TASK TO CARRY OUT
Nothing outside the range below should be printed. Output exactly the lines from the line with "if min(w, h)" to the line with "ctx.restore()", both included.

MATERIAL FOR THIS TASK

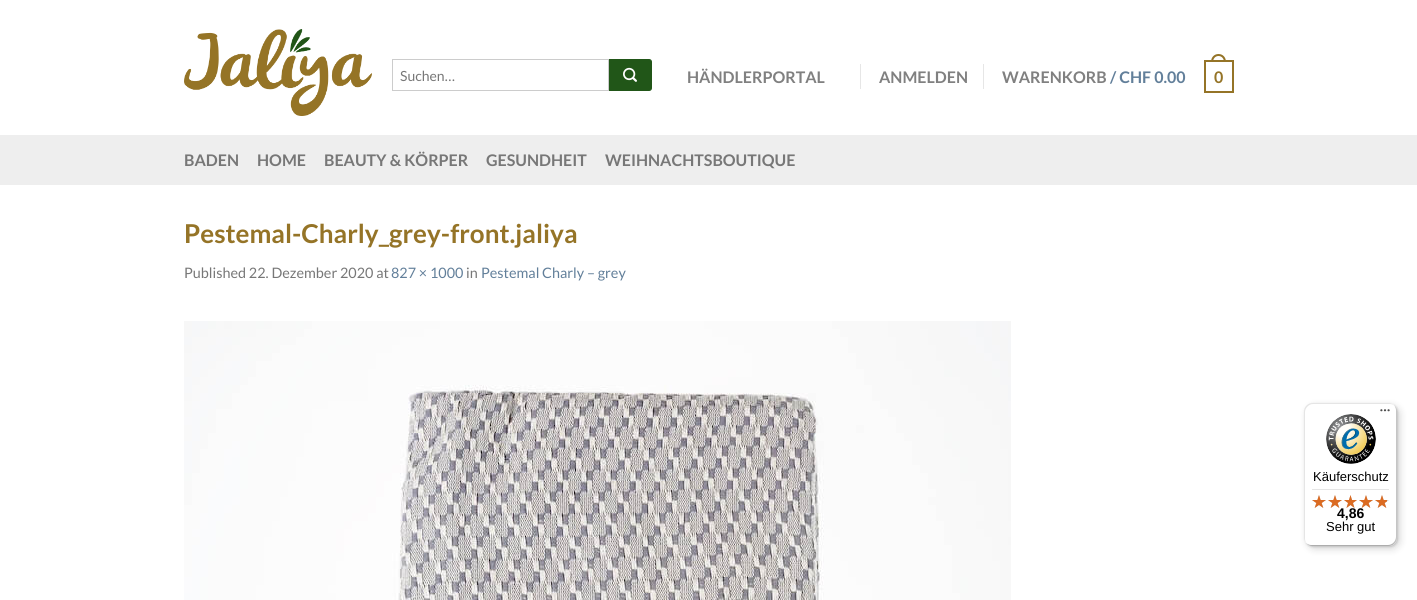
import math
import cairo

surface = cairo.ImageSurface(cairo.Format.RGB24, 1417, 600)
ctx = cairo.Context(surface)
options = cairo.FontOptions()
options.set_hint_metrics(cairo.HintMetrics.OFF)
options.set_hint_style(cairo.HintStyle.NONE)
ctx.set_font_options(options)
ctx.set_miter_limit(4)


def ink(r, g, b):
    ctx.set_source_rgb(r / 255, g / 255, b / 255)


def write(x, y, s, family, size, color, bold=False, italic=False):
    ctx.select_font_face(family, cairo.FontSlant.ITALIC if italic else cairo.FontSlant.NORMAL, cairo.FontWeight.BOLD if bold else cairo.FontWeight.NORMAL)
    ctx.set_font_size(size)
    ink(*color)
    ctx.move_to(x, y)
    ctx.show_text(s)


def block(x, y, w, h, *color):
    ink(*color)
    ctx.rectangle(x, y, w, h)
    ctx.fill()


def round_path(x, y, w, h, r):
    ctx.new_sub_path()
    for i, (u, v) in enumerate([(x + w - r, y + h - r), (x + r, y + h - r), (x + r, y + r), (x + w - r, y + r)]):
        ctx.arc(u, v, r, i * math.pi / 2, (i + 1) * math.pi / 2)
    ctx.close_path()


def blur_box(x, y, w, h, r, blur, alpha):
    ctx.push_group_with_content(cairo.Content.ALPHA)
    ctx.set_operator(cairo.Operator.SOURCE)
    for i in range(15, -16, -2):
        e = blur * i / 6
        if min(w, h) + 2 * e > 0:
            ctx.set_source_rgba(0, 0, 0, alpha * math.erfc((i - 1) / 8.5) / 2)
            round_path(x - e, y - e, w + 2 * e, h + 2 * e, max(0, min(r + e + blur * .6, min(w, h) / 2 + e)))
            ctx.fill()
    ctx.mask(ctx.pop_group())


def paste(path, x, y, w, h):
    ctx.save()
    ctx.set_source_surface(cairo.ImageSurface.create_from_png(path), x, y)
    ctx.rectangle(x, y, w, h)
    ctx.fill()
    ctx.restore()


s1 = dict(family="Lato", size=14, color=(119, 119, 119))
s2 = dict(family="Lato", size=16, color=(128, 128, 128), bold=True)
s3 = dict(family="Lato", size=16, color=(98, 127, 154), bold=True)
s4 = dict(family="Lato", size=16, color=(149, 116, 39), bold=True)
s5 = dict(family="Lato", size=16, color=(119, 119, 119), bold=True)
s6 = dict(family="Lato", size=26, color=(149, 116, 39), bold=True)
s7 = dict(family="Lato", size=14.4, color=(119, 119, 119))
s8 = dict(family="Lato", size=14.4, color=(98, 127, 154))
s9 = dict(family="Liberation Sans", size=13, color=(0, 0, 0))
s10 = dict(family="Liberation Sans", size=14, color=(0, 0, 0), bold=True)

ink(255, 255, 255)
ctx.paint()
paste("pic1.png", 184, 29, 188, 87)
ctx.rectangle(392.5, 59.5, 216, 31)
ink(204, 204, 204)
ctx.set_line_width(1)
ctx.stroke()
write(400, 81, "Suchen…", **s1)
ink(33, 86, 24)
ctx.new_path()
ctx.move_to(609.5, 59.5)
ctx.line_to(649, 59.5)
ctx.curve_to(650.5, 59.5, 651.5, 60.5, 651.5, 62)
ctx.line_to(651.5, 88)
ctx.curve_to(651.5, 89.5, 650.5, 90.5, 649, 90.5)
ctx.line_to(609.5, 90.5)
ctx.close_path()
ctx.fill_preserve()
ctx.stroke()
paste("pic2.png", 623, 67, 14, 15)
block(860, 64, 1, 25, 230, 230, 230)
write(687, 83, "HÄNDLERPORTAL", **s2)
block(983, 64, 1, 25, 230, 230, 230)
write(879, 83, "ANMELDEN", **s2)
write(1002, 83, "WARENKORB", **s2)
write(1110, 83, "/ CHF 0.00", **s3)
ink(149, 116, 39)
ctx.set_fill_rule(cairo.FillRule.EVEN_ODD)
ctx.new_path()
ctx.move_to(1218.5, 54)
ctx.curve_to(1223, 54, 1226, 57.5, 1226, 62)
ctx.line_to(1211, 62)
ctx.curve_to(1211, 57.5, 1214, 54, 1218.5, 54)
ctx.close_path()
ctx.move_to(1218.5, 56)
ctx.curve_to(1222, 56, 1224, 59, 1224, 62)
ctx.line_to(1213, 62)
ctx.curve_to(1213, 59, 1215, 56, 1218.5, 56)
ctx.close_path()
ctx.fill()
ctx.rectangle(1205, 61, 28, 31)
ctx.set_line_width(2)
ctx.stroke()
write(1214, 83, "0", **s4)
block(0, 135, 1417, 50, 238, 238, 238)
write(184, 166, "BADEN", **s5)
write(257, 166, "HOME", **s5)
write(324, 166, "BEAUTY & KÖRPER", **s5)
write(486, 166, "GESUNDHEIT", **s5)
write(605, 166, "WEIHNACHTSBOUTIQUE", **s5)
write(184, 243, "Pestemal-Charly_grey-front.jaliya", **s6)
write(184, 278, "Published 22. Dezember 2020 at", **s7)
write(391, 278, "827 × 1000", **s8)
write(466, 278, "in", **s7)
write(481, 278, "Pestemal Charly – grey", **s8)
paste("pic3.png", 184, 321, 827, 279)
ink(0, 0, 0)
blur_box(1307, 406, 93, 143, 8, 4, 0.15)
blur_box(1305, 404, 93, 143, 8, 1, 0.15)
ink(255, 255, 255)
round_path(1304, 403, 93, 143, 8)
ctx.fill()
ink(229, 229, 229)
ctx.set_fill_rule(cairo.FillRule.WINDING)
ctx.new_path()
ctx.move_to(1313, 404)
ctx.line_to(1390, 404)
ctx.curve_to(1392, 404, 1394, 405, 1396, 407)
ctx.curve_to(1394, 405, 1392, 403, 1389, 403)
ctx.line_to(1312, 403)
ctx.curve_to(1308, 403, 1304, 407, 1304, 411)
ctx.line_to(1304, 538)
ctx.curve_to(1304, 541, 1306, 543, 1308, 545)
ctx.curve_to(1306, 543, 1305, 541, 1305, 539)
ctx.line_to(1305, 412)
ctx.curve_to(1305, 408, 1309, 404, 1313, 404)
ctx.close_path()
ctx.fill()
ink(204, 204, 204)
ctx.new_path()
ctx.move_to(1305, 542)
ctx.curve_to(1307, 544, 1309, 546, 1312, 546)
ctx.line_to(1389, 546)
ctx.curve_to(1393, 546, 1397, 542, 1397, 538)
ctx.line_to(1397, 411)
ctx.curve_to(1397, 408, 1395, 406, 1393, 404)
ctx.curve_to(1395, 406, 1396, 408, 1396, 410)
ctx.line_to(1396, 537)
ctx.curve_to(1396, 541, 1392, 545, 1388, 545)
ctx.line_to(1311, 545)
ctx.curve_to(1309, 545, 1307, 544, 1305, 542)
ctx.close_path()
ctx.fill()
ctx.set_source_rgba(0.196, 0.196, 0.196, 0.2)
ctx.new_path()
ctx.move_to(1306, 543)
ctx.curve_to(1307, 545, 1310, 546, 1312, 546)
ctx.line_to(1389, 546)
ctx.curve_to(1393, 546, 1397, 542, 1397, 538)
ctx.line_to(1397, 411)
ctx.curve_to(1397, 409, 1396, 406, 1394, 405)
ctx.curve_to(1395, 406, 1396, 408, 1396, 410)
ctx.line_to(1396, 537)
ctx.curve_to(1396, 542, 1393, 545, 1388, 545)
ctx.line_to(1311, 545)
ctx.curve_to(1309, 545, 1307, 544, 1306, 543)
ctx.close_path()
ctx.fill()
ctx.set_source_rgba(1, 1, 1, 0.3)
ctx.new_path()
ctx.move_to(1388, 546)
ctx.line_to(1389, 546)
ctx.curve_to(1393, 546, 1397, 542, 1397, 538)
ctx.line_to(1397, 411)
ctx.curve_to(1397, 409, 1396, 406, 1394, 405)
ctx.curve_to(1395, 406, 1396, 408, 1396, 410)
ctx.line_to(1396, 538)
ctx.curve_to(1396, 542, 1393, 546, 1388, 546)
ctx.close_path()
ctx.fill()
paste("pic4.png", 1380, 409, 10, 3)
paste("pic5.png", 1326, 414, 50, 50)
write(1313, 481, "Käuferschutz", **s9)
block(1312, 489, 77, 1, 229, 229, 229)
paste("pic6.png", 1312, 495, 14, 13)
paste("pic6.png", 1328, 495, 14, 13)
paste("pic7.png", 1344, 495, 13, 13)
paste("pic6.png", 1359, 495, 14, 13)
paste("pic6.png", 1375, 495, 14, 13)
paste("pic8.png", 1312, 495, 14, 13)
paste("pic8.png", 1328, 495, 14, 13)
paste("pic9.png", 1344, 495, 13, 13)
paste("pic8.png", 1359, 495, 14, 13)
paste("pic10.png", 1375, 495, 12, 13)
write(1337, 518, "4,86", **s10)
write(1326, 531, "Sehr gut", **s9)
surface.write_to_png("screenshot.png")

RESPONSE TO THIS TASK
        if min(w, h) + 2 * e > 0:
            ctx.set_source_rgba(0, 0, 0, alpha * math.erfc((i - 1) / 8.5) / 2)
            round_path(x - e, y - e, w + 2 * e, h + 2 * e, max(0, min(r + e + blur * .6, min(w, h) / 2 + e)))
            ctx.fill()
    ctx.mask(ctx.pop_group())


def paste(path, x, y, w, h):
    ctx.save()
    ctx.set_source_surface(cairo.ImageSurface.create_from_png(path), x, y)
    ctx.rectangle(x, y, w, h)
    ctx.fill()
    ctx.restore()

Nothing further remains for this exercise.